▶ _Task details_
Scan the lines below and report each one containing "Álamo" by copying it.

▶ _Stored items_
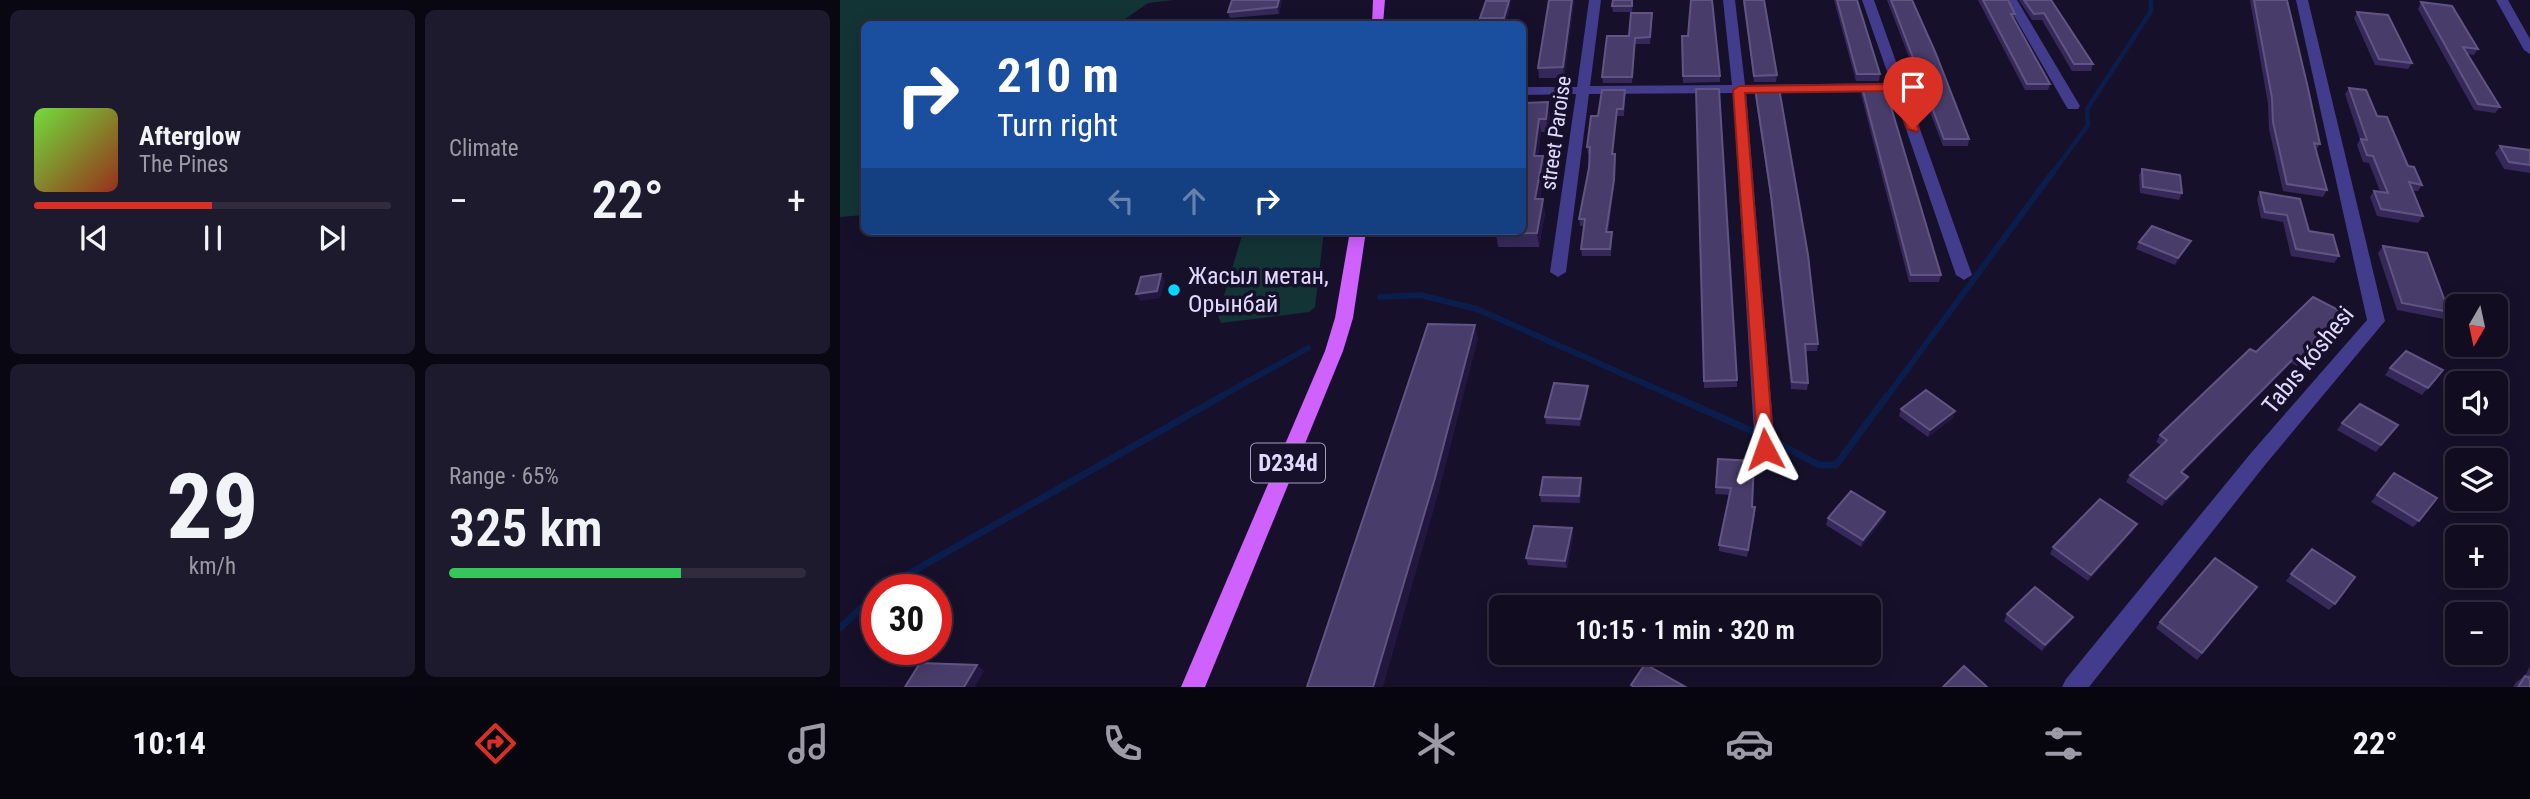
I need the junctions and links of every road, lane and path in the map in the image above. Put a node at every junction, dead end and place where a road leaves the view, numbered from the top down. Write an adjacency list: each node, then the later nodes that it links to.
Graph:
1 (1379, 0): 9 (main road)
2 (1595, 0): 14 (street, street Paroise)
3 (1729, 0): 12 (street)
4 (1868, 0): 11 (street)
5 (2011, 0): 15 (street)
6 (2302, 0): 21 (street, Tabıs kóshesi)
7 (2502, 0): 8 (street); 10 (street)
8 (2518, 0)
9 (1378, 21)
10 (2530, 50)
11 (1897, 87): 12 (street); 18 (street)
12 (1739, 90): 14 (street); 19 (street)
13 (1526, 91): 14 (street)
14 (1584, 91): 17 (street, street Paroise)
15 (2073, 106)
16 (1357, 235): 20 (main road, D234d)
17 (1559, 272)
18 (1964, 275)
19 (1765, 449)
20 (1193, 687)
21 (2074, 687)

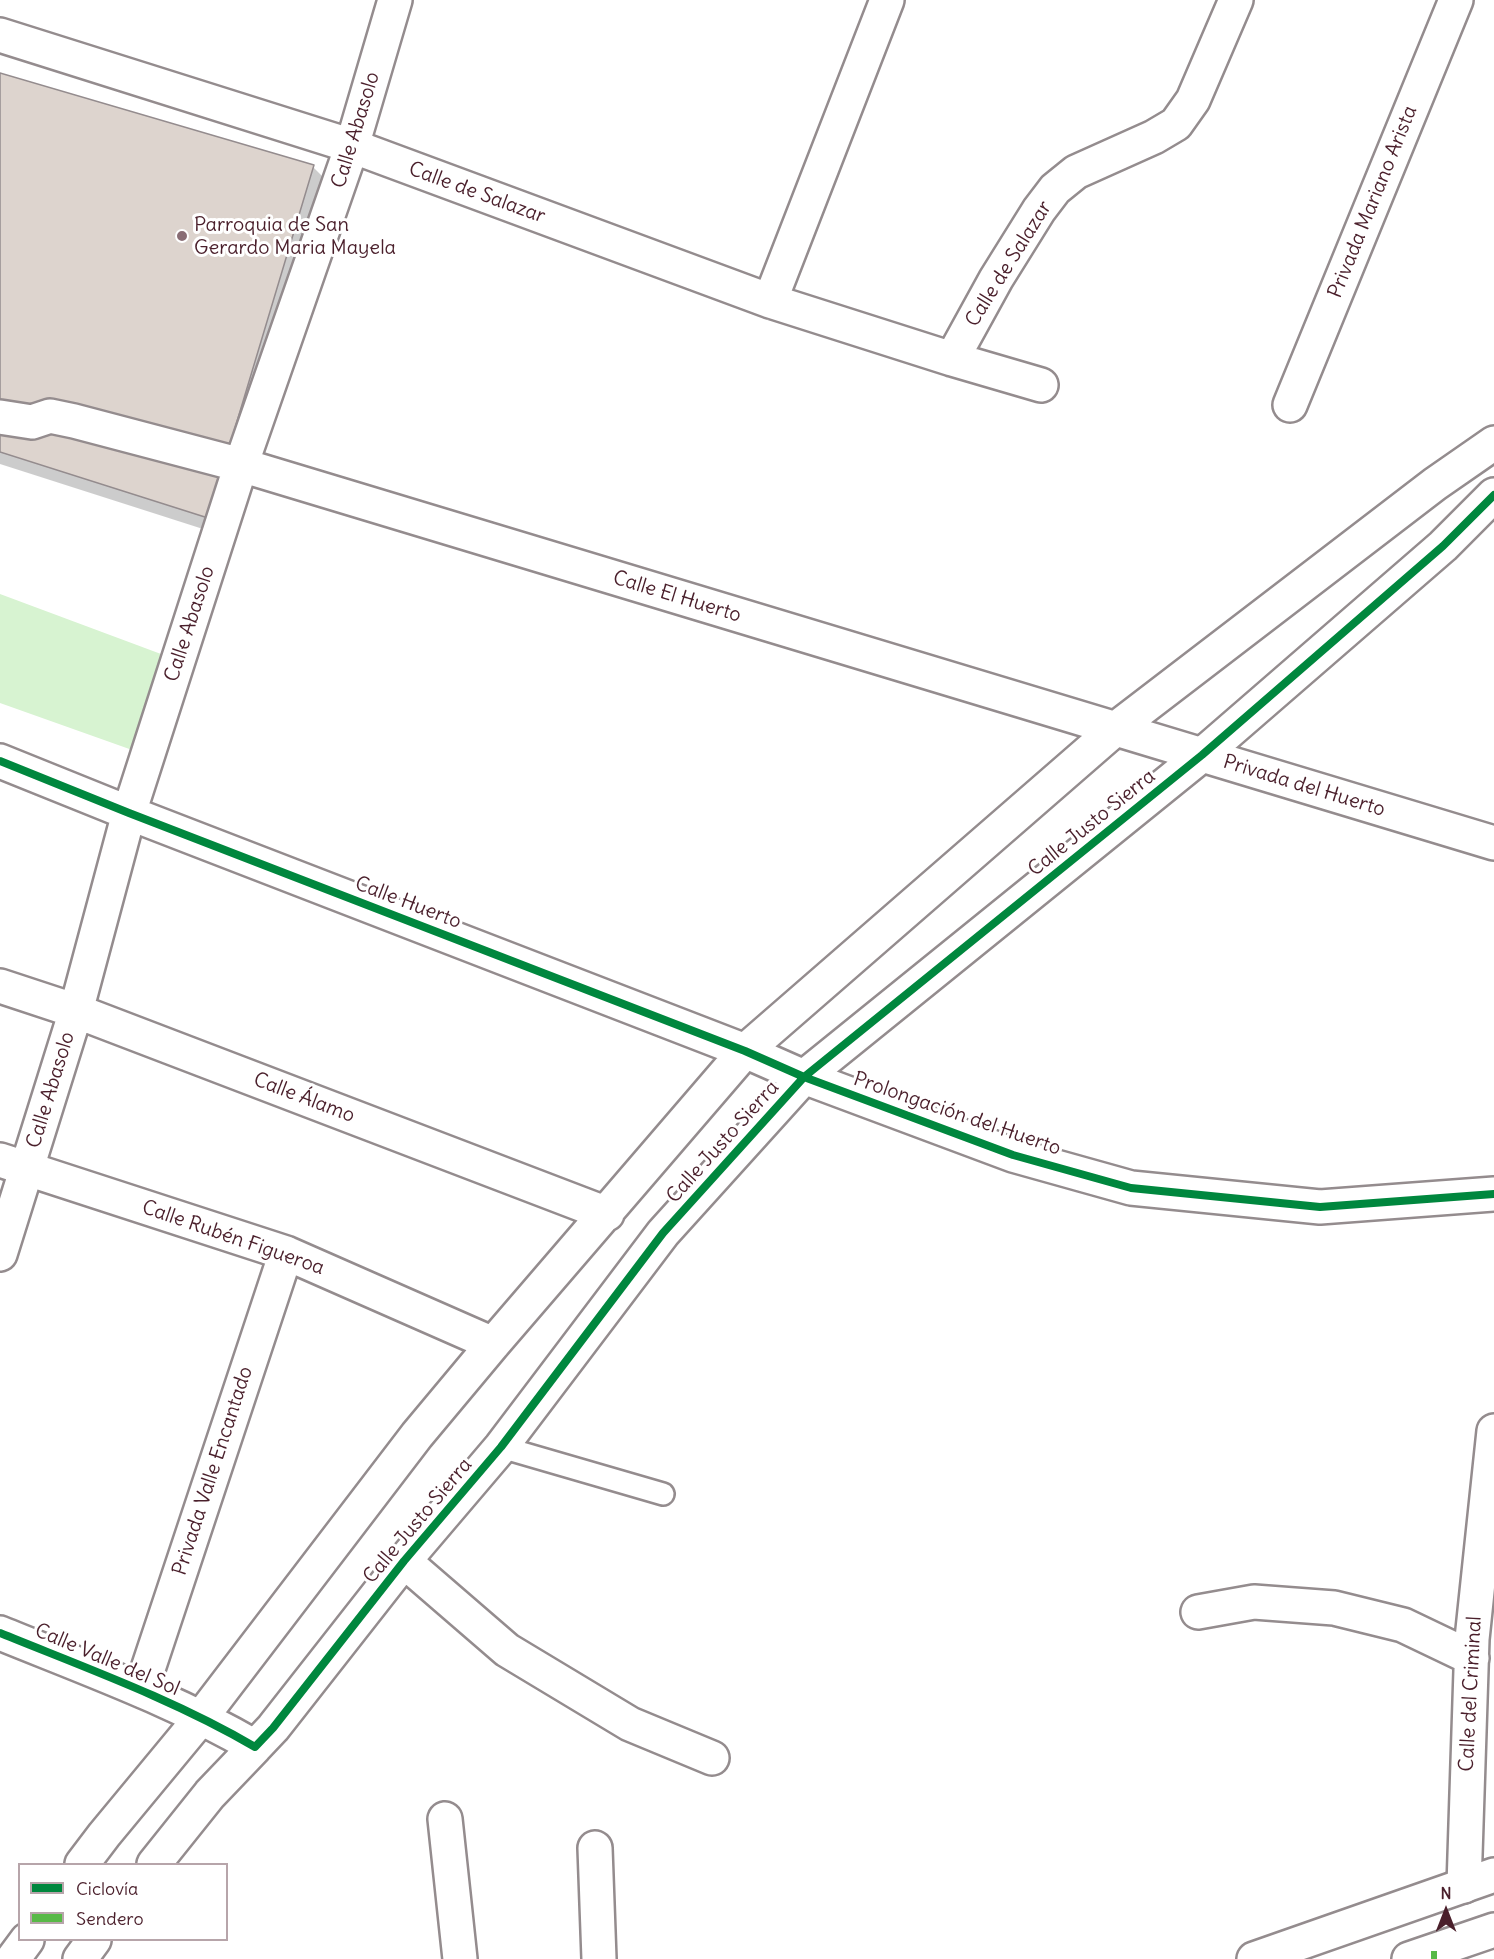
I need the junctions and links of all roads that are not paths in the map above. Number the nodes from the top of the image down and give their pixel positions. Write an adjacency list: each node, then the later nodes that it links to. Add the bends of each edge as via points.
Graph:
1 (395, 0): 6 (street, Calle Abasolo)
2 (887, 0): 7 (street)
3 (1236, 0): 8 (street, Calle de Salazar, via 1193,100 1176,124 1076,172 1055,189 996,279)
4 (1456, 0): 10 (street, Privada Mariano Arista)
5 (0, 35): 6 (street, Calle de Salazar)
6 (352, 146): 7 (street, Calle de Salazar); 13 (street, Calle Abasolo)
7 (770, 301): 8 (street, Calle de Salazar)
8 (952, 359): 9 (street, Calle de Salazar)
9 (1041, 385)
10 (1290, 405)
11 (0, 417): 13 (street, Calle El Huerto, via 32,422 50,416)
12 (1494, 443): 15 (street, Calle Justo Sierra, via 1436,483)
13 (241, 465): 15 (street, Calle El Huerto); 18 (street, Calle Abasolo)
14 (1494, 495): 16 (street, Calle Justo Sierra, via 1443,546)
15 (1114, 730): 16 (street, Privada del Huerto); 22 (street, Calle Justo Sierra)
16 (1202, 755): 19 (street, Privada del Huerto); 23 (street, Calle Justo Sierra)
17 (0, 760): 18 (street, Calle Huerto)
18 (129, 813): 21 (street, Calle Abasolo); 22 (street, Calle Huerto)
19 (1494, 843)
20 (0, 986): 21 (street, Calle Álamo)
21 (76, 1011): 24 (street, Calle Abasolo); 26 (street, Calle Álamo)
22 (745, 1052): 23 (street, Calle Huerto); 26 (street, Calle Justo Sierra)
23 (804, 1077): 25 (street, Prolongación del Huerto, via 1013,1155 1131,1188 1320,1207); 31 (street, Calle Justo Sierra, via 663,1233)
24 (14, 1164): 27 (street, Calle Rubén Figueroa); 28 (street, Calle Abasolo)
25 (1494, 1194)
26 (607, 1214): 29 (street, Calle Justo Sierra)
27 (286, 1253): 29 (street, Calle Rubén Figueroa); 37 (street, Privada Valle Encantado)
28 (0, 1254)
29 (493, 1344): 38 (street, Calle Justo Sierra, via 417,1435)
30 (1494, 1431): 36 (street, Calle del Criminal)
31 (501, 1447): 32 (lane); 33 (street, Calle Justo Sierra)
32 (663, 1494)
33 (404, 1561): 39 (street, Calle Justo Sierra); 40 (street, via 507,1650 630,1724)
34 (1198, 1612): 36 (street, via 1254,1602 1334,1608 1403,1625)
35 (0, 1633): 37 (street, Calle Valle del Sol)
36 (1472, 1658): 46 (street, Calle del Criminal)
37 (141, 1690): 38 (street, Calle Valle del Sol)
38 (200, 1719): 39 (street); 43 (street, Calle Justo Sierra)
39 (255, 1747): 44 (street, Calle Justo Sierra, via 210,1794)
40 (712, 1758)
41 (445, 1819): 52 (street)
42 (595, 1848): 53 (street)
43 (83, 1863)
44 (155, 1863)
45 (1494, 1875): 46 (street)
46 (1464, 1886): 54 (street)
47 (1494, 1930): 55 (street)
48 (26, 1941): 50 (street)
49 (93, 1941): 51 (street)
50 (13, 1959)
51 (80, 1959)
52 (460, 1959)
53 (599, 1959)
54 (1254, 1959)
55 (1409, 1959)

▶ _Task solution_
20 (0, 986): 21 (street, Calle Álamo)
21 (76, 1011): 24 (street, Calle Abasolo); 26 (street, Calle Álamo)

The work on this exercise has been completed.